### INSTRUCTIONS TO FOLLOW
Write out all of the records exactly once more and skip the images.

### AVAILABLE RECORDS
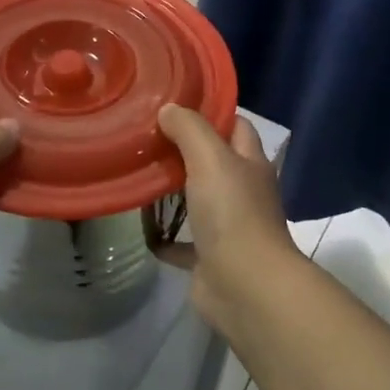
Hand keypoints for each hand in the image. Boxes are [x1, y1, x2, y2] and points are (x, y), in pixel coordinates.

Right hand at [154, 106, 304, 338]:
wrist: (245, 287)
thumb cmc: (232, 213)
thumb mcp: (210, 158)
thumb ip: (189, 129)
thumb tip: (169, 109)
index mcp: (250, 163)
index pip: (236, 125)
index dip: (212, 112)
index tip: (176, 102)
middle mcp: (243, 191)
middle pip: (215, 162)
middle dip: (185, 149)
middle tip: (147, 136)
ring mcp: (229, 227)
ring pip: (199, 200)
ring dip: (174, 191)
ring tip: (139, 174)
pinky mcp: (210, 258)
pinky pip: (183, 243)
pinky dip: (164, 237)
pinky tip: (141, 227)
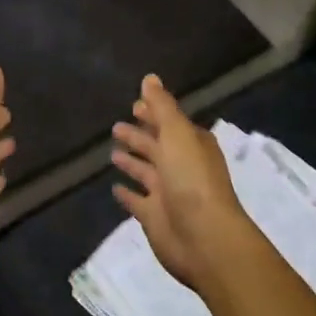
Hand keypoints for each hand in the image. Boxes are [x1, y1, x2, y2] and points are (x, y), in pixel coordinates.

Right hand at [111, 74, 265, 301]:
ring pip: (146, 172)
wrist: (203, 237)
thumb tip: (150, 77)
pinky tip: (114, 188)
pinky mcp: (154, 217)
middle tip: (116, 127)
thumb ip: (162, 106)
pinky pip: (137, 201)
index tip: (134, 105)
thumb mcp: (177, 134)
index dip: (153, 113)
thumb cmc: (192, 179)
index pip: (170, 123)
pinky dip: (127, 194)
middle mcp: (181, 166)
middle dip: (140, 136)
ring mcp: (168, 193)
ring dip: (132, 162)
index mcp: (192, 145)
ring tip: (112, 152)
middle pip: (157, 146)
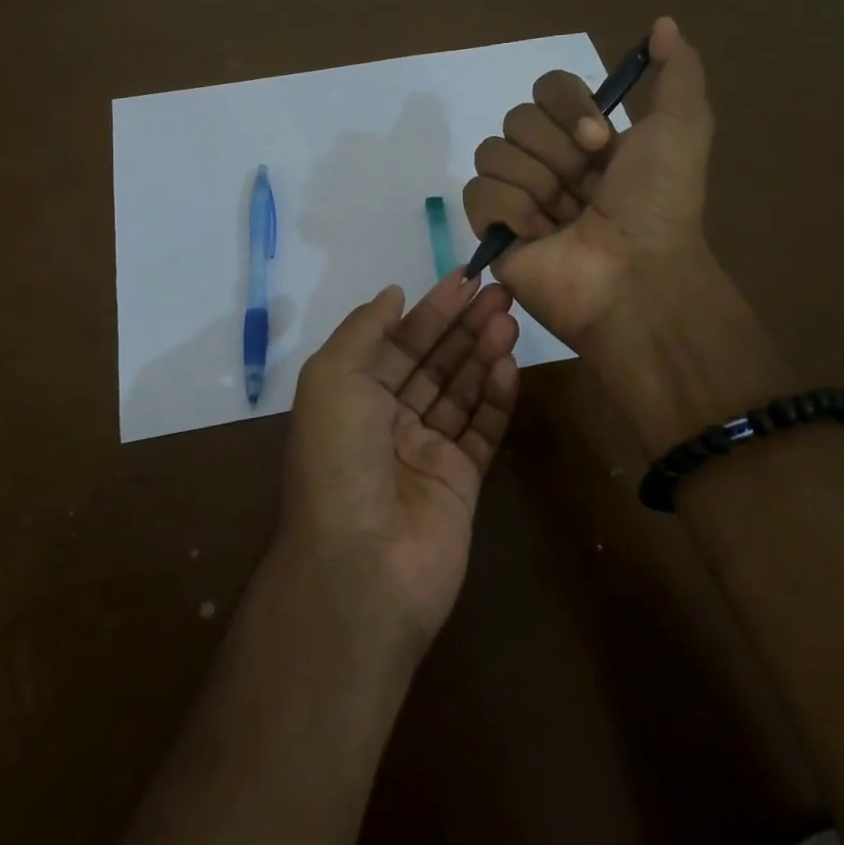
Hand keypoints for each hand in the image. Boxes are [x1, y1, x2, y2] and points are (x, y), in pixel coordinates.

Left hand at [277, 274, 519, 654]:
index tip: (467, 278)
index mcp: (352, 395)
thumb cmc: (338, 459)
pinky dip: (496, 397)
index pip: (399, 341)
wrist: (361, 566)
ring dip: (484, 353)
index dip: (431, 309)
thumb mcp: (332, 378)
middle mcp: (388, 419)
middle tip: (502, 292)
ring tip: (511, 319)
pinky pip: (482, 429)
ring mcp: (426, 451)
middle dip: (465, 325)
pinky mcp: (461, 481)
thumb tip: (393, 294)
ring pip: (461, 391)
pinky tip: (510, 365)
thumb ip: (364, 330)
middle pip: (434, 361)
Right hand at [462, 15, 715, 355]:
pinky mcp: (492, 231)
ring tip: (565, 218)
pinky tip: (540, 235)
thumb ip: (678, 71)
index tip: (600, 142)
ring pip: (493, 153)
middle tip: (586, 188)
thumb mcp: (684, 127)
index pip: (547, 88)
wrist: (636, 273)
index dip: (569, 108)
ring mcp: (517, 196)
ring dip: (538, 184)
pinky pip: (478, 193)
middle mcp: (548, 162)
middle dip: (557, 154)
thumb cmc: (659, 203)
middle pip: (517, 118)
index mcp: (585, 138)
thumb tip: (663, 23)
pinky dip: (512, 211)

### OUTPUT OF THE EXERCISE
Hand keypoints for each hand in the image. Boxes are [x1, y1, x2, y2] and points are (x, y), in pixel coordinates.

Right hand at [154, 106, 304, 338]:
wrist: (245, 287)
thumb cmc: (232, 213)
thumb mcp: (210, 158)
thumb ip: (189, 129)
thumb tip: (169, 109)
index mcp: (250, 163)
index pip: (236, 125)
index dip: (212, 112)
index tip: (176, 102)
middle mcp: (243, 191)
middle pip: (215, 162)
middle dip: (185, 149)
middle tip: (147, 136)
ring mcp: (229, 227)
ring pip: (199, 200)
ring dip: (174, 191)
ring tip: (139, 174)
pinky mcp: (210, 258)
pinky pip: (183, 243)
pinky dip: (164, 237)
pinky tip: (141, 227)
Hand keypoints for each hand in the image. Boxes are [x1, y1, x2, y2] and points are (x, y), in pixel coordinates.

Right hand at [111, 74, 265, 301]:
ring pip: (146, 172)
wrist: (203, 237)
thumb tip: (150, 77)
pinky tip: (114, 188)
pinky mcp: (154, 217)
middle tip: (116, 127)
thumb ip: (162, 106)
pinky pip: (137, 201)
index tip: (134, 105)
thumb mcp: (177, 134)
index dip: (153, 113)
thumb cmc: (192, 179)
index pip: (170, 123)
pinky dip: (127, 194)
middle mcp: (181, 166)
middle dip: (140, 136)
ring mcp: (168, 193)
ring dip: (132, 162)
index mcp: (192, 145)
ring tip: (112, 152)
middle pip: (157, 146)
Hand keypoints for each hand in the image. Boxes are [x1, y1, x2, y2] and points are (x, y), in pixel coordinates.

Left hand at [277, 274, 519, 654]:
index tip: (467, 278)
index mcp: (352, 395)
thumb cmc: (338, 459)
pinky dip: (496, 397)
index pip: (399, 341)
wrist: (361, 566)
ring dip: (484, 353)
index dip: (431, 309)
thumb mcp: (332, 378)
middle mcp: (388, 419)
middle tip: (502, 292)
ring tip: (511, 319)
pinky pip: (482, 429)
ring mcp: (426, 451)
middle dip: (465, 325)
pinky mcp: (461, 481)
thumb tip: (393, 294)
ring pip: (461, 391)
pinky tip: (510, 365)
thumb ip: (364, 330)
middle pip: (434, 361)
Right hand at [462, 15, 715, 355]:
pinky mcp: (492, 231)
ring tip: (565, 218)
pinky tip: (540, 235)
thumb ip: (678, 71)
index tip: (600, 142)
ring pip: (493, 153)
middle tip: (586, 188)
thumb mcp: (684, 127)
index pip: (547, 88)
wrist: (636, 273)
index dip: (569, 108)
ring mcp: (517, 196)
ring dip: (538, 184)
pinky pip: (478, 193)
middle mcp: (548, 162)
middle dip: (557, 154)
thumb cmc: (659, 203)
middle pip: (517, 118)
index mcp: (585, 138)
thumb tip: (663, 23)
pinky dip: (512, 211)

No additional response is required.